Practical Path Profiling for Dynamic Optimizers

Michael D. Bond and Kathryn S. McKinley

3rd International Symposium on Code Generation and Optimization (CGO-3), San Jose, March 2005

Paper:   PDF   PS

Talk:   PPT   PDF

Source code:

Available as part of the Scale compiler.

Vaswani, Nori, and Chilimbi modified our path profiling implementation for their POPL 2007 and FSE 2007 papers.

Abstract:

Modern processors are hungry for instructions. To satisfy them, compilers need to find and optimize execution paths across multiple basic blocks. Path profiles provide this context, but their high overhead has so far limited their use by dynamic compilers. We present new techniques for low overhead online practical path profiling (PPP). Following targeted path profiling (TPP), PPP uses an edge profile to simplify path profile instrumentation (profile-guided profiling). PPP improves over prior work by (1) reducing the amount of profiling instrumentation on cold paths and paths that the edge profile predicts well and (2) reducing the cost of the remaining instrumentation.

Experiments in an ahead-of-time compiler perform edge profile-guided inlining and unrolling prior to path profiling instrumentation. These transformations are faithful to staged optimization, and create longer, harder to predict paths. We introduce the branch-flow metric to measure path flow as a function of branch decisions, rather than weighting all paths equally as in prior work. On SPEC2000, PPP maintains high accuracy and coverage, but has only 5% overhead on average (ranging from -3% to 13%), making it appealing for use by dynamic compilers.



Targeted Path Profiling: Lower Overhead Path Profiling for Staged Dynamic Optimization Systems

Rahul Joshi, Michael D. Bond, and Craig Zilles

2nd International Symposium on Code Generation and Optimization (CGO-2), Palo Alto, March 2004

Best student presenter

Paper:   PDF

Talk:   PPT   PDF

Source code:

Subsumed by the Practical Path Profiling source code.
Abstract:

In this paper, we present a technique for reducing the overhead of collecting path profiles in the context of a dynamic optimizer.
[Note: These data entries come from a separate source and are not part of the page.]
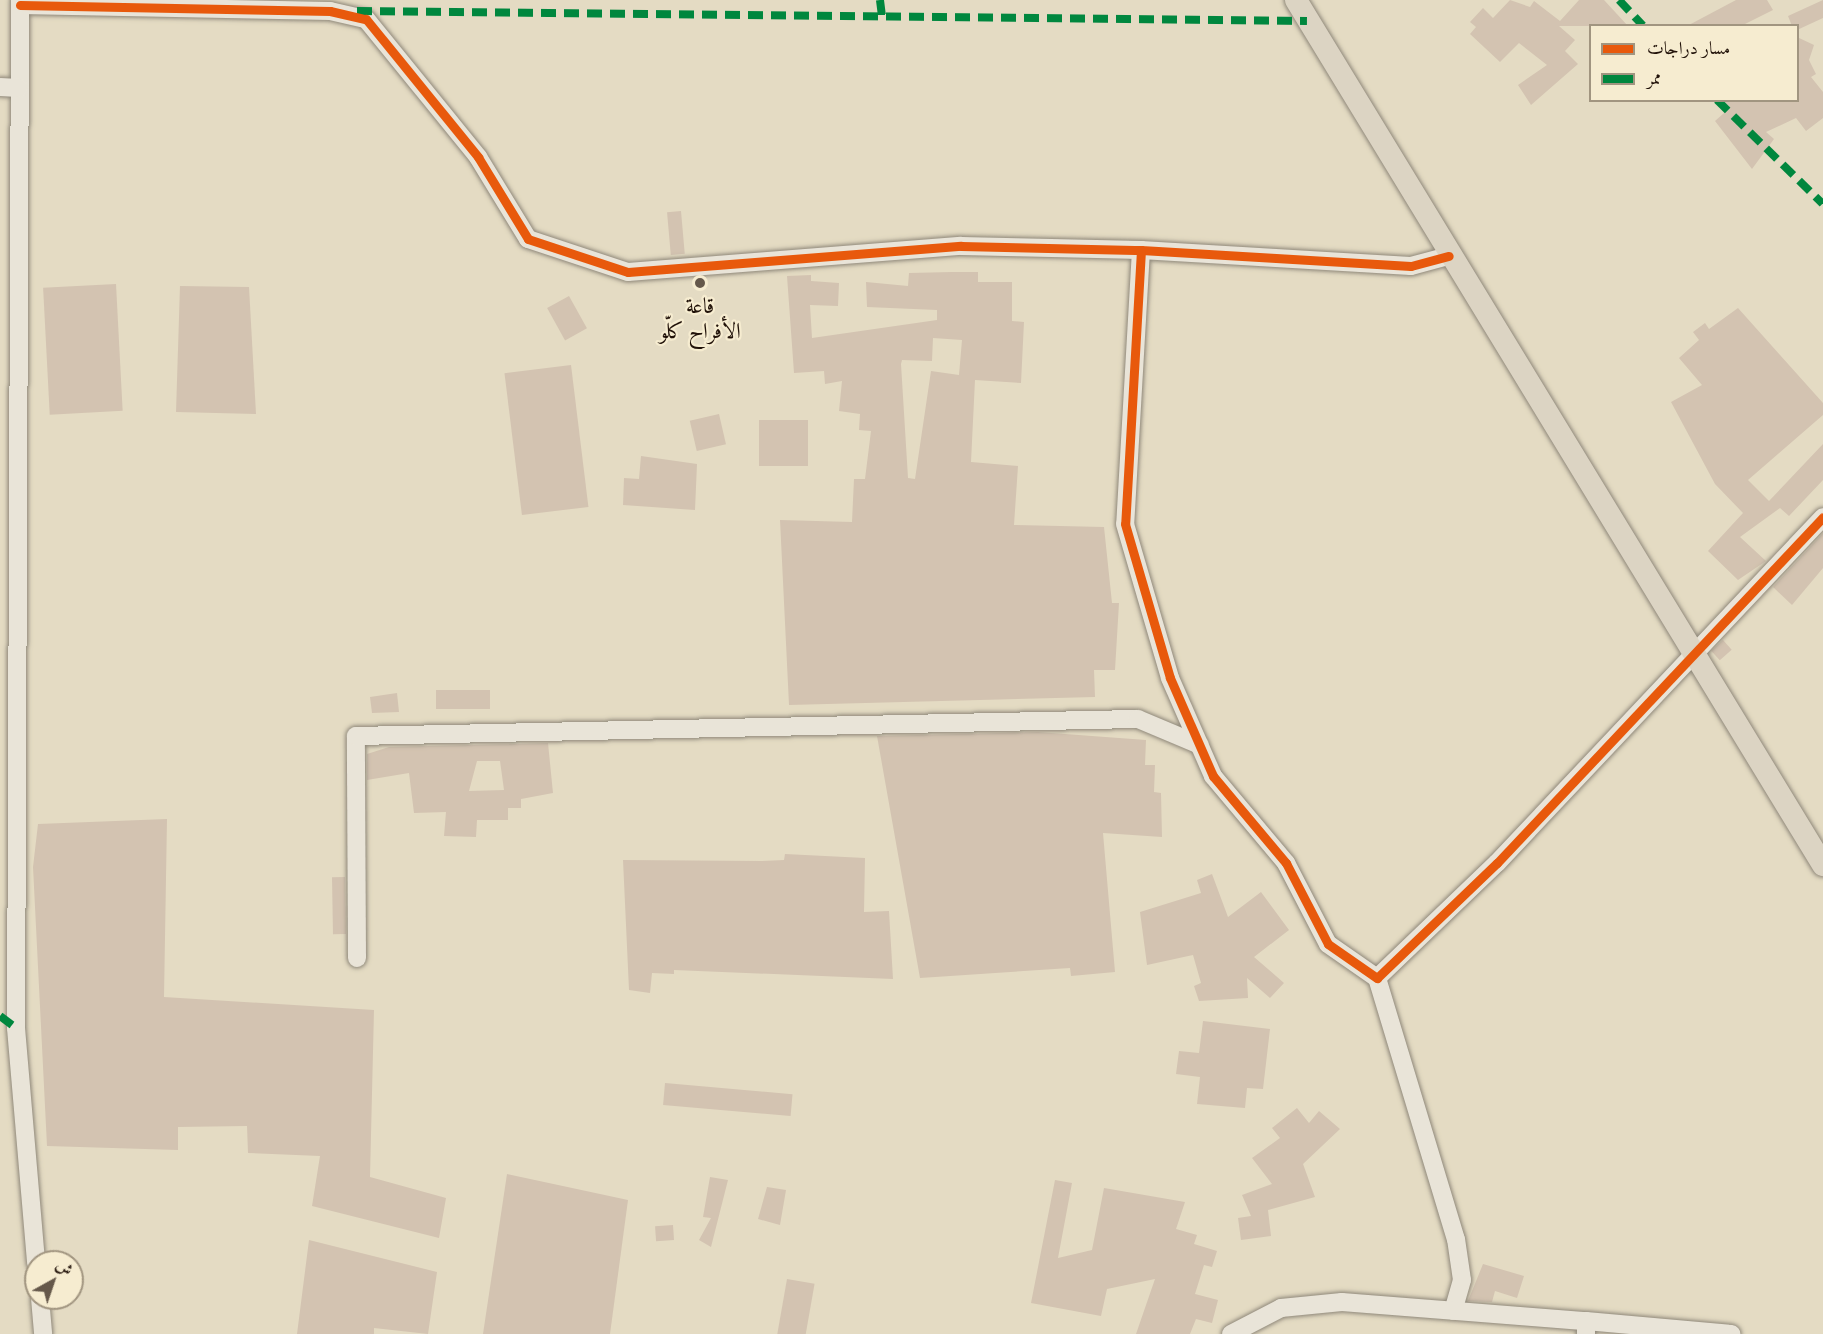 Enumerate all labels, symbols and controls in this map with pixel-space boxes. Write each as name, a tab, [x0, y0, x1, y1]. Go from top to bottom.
legend	[1589, 24, 1799, 102]
text: مسار دراجات	[1647, 38, 1730, 59]
text: ممر	[1647, 68, 1661, 89]
marker: قاعة الأفراح كلّو	[693, 276, 707, 290]
place label: قاعة الأفراح كلّو	[659, 293, 741, 344]
north arrow	[24, 1250, 84, 1310]
text: ش	[52, 1255, 77, 1280]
The key idea to our approach, called Targeted Path Profiling (TPP), is to use an edge profile to simplify the collection of a path profile. This notion of profile-guided profiling is a natural fit for dynamic optimizers, which typically optimize the code in a series of stages.
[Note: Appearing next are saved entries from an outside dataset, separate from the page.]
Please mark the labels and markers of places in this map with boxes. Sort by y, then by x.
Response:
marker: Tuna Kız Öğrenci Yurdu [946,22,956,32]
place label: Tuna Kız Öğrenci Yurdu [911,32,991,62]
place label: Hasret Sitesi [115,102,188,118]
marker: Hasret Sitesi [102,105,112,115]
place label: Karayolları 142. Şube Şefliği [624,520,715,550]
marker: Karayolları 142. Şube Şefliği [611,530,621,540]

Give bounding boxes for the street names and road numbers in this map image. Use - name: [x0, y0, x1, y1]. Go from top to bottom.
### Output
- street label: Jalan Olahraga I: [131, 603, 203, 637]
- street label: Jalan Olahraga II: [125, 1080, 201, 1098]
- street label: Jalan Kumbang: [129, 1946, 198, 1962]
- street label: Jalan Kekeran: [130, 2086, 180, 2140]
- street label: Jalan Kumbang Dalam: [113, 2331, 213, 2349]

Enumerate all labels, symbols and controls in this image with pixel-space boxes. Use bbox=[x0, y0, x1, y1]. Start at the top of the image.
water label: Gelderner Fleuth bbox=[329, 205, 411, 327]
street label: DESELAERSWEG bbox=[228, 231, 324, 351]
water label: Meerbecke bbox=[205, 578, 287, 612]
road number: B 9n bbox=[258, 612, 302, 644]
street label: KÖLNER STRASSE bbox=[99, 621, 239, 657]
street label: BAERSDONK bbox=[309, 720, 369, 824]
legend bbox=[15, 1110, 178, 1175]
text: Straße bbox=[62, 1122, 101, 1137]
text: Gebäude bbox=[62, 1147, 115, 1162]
TPP is an extension to the Ball-Larus Efficient Path Profiling algorithm. Its increased efficiency comes from two sources: (i) reducing the number of potential paths by not enumerating paths with cold edges, allowing array accesses to be substituted for more expensive hash table lookups, and (ii) not instrumenting regions where paths can be unambiguously derived from an edge profile. Our results suggest that on average the overhead of profile collection can be reduced by half (SPEC95) to almost two-thirds (SPEC2000) relative to the Ball-Larus algorithm with minimal impact on the information collected.